Gold was a charter member of the Connecticut State Agricultural Society in 1852. He and his wife were charter members of the Cornwall Grange and held most meetings in their home. Gold edited The Homestead, an agricultural paper, from 1856 to 1861. In 1864, he obtained from the Connecticut General Assembly a charter for the Connecticut Soldiers' Orphans' Home in Mansfield. He served as secretary of the corporation until 1874.
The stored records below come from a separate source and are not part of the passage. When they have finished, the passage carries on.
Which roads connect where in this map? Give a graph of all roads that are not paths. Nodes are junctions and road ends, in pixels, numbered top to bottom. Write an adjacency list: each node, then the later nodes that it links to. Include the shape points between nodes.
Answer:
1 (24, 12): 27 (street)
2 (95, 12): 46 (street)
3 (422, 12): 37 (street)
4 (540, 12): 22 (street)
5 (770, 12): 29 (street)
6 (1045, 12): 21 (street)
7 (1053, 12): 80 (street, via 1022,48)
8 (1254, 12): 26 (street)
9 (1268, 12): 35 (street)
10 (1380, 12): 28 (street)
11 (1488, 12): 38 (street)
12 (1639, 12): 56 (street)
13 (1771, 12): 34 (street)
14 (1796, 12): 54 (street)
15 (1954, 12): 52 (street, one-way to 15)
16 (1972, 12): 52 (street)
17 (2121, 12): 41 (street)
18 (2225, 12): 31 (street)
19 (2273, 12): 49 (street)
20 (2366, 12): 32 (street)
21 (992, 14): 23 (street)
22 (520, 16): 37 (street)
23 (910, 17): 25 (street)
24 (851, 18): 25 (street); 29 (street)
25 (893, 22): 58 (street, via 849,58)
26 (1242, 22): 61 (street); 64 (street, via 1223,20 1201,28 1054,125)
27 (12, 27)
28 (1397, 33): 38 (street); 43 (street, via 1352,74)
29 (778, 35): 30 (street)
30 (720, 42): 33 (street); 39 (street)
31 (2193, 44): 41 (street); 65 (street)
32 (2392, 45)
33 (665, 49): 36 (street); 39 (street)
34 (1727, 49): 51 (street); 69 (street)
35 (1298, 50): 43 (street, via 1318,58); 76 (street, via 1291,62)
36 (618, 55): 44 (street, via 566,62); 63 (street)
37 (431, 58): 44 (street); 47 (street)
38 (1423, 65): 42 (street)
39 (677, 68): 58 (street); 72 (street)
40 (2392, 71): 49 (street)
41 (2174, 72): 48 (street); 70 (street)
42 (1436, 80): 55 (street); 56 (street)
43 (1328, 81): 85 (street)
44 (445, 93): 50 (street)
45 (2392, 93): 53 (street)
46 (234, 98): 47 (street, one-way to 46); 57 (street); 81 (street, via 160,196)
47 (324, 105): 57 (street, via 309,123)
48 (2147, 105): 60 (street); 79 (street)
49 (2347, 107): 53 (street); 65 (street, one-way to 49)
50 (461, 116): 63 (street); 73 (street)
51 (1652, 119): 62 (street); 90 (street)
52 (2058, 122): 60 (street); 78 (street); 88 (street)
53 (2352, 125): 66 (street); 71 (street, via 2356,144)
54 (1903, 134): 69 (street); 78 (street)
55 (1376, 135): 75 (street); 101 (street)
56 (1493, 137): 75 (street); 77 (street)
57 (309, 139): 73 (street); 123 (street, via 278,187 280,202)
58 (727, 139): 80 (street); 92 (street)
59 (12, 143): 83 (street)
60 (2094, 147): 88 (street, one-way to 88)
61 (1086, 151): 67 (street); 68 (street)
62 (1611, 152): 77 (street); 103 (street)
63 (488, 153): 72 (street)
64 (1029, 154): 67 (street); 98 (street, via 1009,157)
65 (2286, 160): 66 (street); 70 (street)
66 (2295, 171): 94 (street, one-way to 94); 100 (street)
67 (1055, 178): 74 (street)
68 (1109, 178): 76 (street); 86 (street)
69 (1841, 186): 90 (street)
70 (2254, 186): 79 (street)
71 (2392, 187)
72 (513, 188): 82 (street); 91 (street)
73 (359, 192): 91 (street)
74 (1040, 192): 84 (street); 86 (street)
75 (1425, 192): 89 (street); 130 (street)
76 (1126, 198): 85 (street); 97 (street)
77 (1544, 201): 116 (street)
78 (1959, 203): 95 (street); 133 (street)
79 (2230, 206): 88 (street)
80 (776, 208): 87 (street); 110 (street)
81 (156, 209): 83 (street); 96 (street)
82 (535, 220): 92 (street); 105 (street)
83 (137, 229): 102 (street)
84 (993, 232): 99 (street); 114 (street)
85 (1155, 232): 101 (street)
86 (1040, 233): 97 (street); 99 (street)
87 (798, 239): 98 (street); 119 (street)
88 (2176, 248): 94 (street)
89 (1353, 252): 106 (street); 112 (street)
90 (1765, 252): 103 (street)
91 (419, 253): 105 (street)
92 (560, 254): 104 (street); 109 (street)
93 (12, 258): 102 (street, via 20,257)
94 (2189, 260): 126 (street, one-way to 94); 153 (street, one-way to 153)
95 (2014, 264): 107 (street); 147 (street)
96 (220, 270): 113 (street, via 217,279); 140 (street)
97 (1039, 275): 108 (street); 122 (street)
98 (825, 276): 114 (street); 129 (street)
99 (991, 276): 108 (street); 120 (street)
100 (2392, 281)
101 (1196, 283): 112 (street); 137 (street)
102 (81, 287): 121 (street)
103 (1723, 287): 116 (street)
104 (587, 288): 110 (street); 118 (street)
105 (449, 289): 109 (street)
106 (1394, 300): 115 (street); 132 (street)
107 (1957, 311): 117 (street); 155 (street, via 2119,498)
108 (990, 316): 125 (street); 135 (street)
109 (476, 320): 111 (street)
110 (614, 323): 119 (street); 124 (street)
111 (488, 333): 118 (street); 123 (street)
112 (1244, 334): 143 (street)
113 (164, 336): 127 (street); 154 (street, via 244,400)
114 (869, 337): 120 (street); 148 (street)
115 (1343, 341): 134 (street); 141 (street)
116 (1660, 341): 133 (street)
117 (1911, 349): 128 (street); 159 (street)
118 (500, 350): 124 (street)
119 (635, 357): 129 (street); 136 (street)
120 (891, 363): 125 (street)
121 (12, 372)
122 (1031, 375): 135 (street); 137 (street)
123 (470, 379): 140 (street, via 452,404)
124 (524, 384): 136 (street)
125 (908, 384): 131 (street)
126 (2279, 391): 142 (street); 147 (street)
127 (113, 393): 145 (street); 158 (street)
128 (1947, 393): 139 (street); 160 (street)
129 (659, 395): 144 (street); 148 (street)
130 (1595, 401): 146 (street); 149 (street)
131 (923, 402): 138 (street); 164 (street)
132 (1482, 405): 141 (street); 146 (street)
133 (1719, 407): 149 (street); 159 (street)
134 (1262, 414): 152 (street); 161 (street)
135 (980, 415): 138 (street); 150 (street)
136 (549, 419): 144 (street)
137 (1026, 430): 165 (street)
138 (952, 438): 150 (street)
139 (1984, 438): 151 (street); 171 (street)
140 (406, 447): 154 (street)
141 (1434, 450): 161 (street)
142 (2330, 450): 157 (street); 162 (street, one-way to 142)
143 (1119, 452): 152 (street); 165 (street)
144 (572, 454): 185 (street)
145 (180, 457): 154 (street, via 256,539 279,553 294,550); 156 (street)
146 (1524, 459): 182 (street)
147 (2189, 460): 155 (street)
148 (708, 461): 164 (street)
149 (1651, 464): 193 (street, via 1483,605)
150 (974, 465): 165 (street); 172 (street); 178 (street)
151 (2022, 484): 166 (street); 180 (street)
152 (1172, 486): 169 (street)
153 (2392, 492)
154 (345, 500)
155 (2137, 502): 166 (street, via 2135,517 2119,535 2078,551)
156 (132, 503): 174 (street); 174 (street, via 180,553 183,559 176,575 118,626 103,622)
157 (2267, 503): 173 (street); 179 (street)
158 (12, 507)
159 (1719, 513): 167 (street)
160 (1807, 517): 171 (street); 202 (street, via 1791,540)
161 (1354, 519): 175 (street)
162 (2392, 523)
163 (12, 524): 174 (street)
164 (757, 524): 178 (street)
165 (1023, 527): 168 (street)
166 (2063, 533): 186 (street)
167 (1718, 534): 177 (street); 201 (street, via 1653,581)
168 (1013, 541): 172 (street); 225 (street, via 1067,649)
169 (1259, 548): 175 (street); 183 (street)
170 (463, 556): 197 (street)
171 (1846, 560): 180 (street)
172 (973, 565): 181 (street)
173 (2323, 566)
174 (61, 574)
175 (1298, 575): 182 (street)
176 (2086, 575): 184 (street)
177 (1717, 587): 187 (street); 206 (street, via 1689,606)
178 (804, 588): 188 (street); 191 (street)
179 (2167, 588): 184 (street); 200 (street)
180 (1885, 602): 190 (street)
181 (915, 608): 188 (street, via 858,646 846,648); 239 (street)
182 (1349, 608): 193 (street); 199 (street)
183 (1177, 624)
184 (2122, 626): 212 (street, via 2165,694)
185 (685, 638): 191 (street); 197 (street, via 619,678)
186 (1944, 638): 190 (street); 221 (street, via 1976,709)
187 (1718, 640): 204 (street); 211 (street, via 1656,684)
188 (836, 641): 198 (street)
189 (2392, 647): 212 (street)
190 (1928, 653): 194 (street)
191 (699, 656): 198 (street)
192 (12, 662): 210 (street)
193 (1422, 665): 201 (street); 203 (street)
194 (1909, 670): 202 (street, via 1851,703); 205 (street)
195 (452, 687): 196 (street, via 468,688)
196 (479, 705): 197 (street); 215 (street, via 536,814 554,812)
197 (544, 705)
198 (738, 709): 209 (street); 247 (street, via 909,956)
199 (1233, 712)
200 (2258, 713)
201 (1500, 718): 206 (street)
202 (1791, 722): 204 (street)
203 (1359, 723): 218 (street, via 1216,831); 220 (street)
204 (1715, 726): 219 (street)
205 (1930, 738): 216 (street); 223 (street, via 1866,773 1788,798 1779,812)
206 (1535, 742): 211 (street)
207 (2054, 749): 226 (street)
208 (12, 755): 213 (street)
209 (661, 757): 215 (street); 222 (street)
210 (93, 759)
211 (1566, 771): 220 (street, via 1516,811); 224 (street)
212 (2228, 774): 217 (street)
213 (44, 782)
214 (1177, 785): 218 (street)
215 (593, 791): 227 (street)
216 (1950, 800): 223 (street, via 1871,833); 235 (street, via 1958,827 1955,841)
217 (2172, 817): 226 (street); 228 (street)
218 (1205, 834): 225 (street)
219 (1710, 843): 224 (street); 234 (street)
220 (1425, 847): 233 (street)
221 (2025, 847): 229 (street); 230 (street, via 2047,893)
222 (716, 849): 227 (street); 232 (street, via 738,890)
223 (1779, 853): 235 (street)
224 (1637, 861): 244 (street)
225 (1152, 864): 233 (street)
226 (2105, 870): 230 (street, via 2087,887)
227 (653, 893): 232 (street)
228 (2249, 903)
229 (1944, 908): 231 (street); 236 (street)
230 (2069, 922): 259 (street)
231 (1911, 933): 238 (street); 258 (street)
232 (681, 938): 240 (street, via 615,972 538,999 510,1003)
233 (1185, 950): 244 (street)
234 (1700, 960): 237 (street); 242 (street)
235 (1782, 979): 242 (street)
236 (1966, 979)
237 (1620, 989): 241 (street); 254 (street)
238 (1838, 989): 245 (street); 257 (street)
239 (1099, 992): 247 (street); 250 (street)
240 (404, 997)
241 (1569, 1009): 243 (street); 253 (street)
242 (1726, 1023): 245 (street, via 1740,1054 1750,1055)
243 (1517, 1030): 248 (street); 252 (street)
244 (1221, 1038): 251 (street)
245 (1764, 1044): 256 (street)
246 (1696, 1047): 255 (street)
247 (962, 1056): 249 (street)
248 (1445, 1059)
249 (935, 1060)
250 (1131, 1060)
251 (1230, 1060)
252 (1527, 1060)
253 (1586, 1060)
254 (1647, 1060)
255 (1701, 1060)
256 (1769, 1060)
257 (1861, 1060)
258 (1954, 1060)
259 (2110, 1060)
In August 1866, Gold was appointed Secretary of the Connecticut Board of Agriculture, established by the General Assembly earlier that year. After his father's death and Cream Hill's closure in 1869, Gold devoted himself to the work of the board. Initially formed as a clearinghouse for the state's farmers, Gold's leadership ensured its reconstitution in 1871 as an administrative and regulatory agency, with the power to quarantine diseased animals, appoint state officials, and shape policy. Gold convinced the legislature to establish the Connecticut Agricultural Experiment Station (the nation's first state-sponsored agricultural experiment station) in 1875. He served as secretary of the station's board of control for many years.

Gold was a major influence in arranging for the state to charter the Storrs Agricultural School in 1881. The school became Connecticut's land-grant college, taking away the title and Morrill Act subsidy from Yale. Gold served as trustee of the future University of Connecticut from 1881 to 1901 and exerted a powerful influence on its development. He wrote the trustees' annual reports and continually lobbied the General Assembly for increased funding. The college named its first dormitory Gold Hall in his honor (the building burned down in 1914). The college was the culmination of Gold's use of "progressive means such as education, scientific methods and state organization to preserve the traditional values and social position of the Connecticut farmer."

In addition to his state-wide activities, Gold was an active citizen of Cornwall. Although he never sought elected office, he was appointed to many town committees, taking a special interest in fiscal affairs and education. He served as deacon of the North Cornwall Congregational Church for many years. "To him," remarked one historian, "the pillars of society were family, farm, and church."

Later in life, Gold became a committed conservationist. He served as the first vice president of the Connecticut Forestry Association, formed in 1895 to "develop public appreciation of the value of forests and the need for preserving and using them rightly." Gold's son, Charles Lockwood Gold, also a Yale graduate and farmer, served as the association's vice president in the 1920s.

Gold retired as secretary of the Board of Agriculture and trustee of the Connecticut Agricultural College in 1901, at the age of 83. In retirement, he continued to give speeches, publish essays, and edit the Handbook of Connecticut Agriculture and the Descriptive Catalogue of Farms in Connecticut for Sale. He wrote an unfinished history of Connecticut Agricultural College.

== Personal life ==
In 1843, Gold married Caroline E. Lockwood of Bridgeport. They had three daughters: Eleanor Gold Hubbard, Rebecca Gold Cornell and Caroline Gold Gibson. Gold's first wife died in 1857.

In 1859, Gold married Emma Tracey Baldwin of Rockville. They had two sons and two daughters: Alice Gold Puttkamer, Martha Gold Morgan, Charles L. Gold, and James Gold.

Gold died at his home in West Cornwall on March 20, 1906.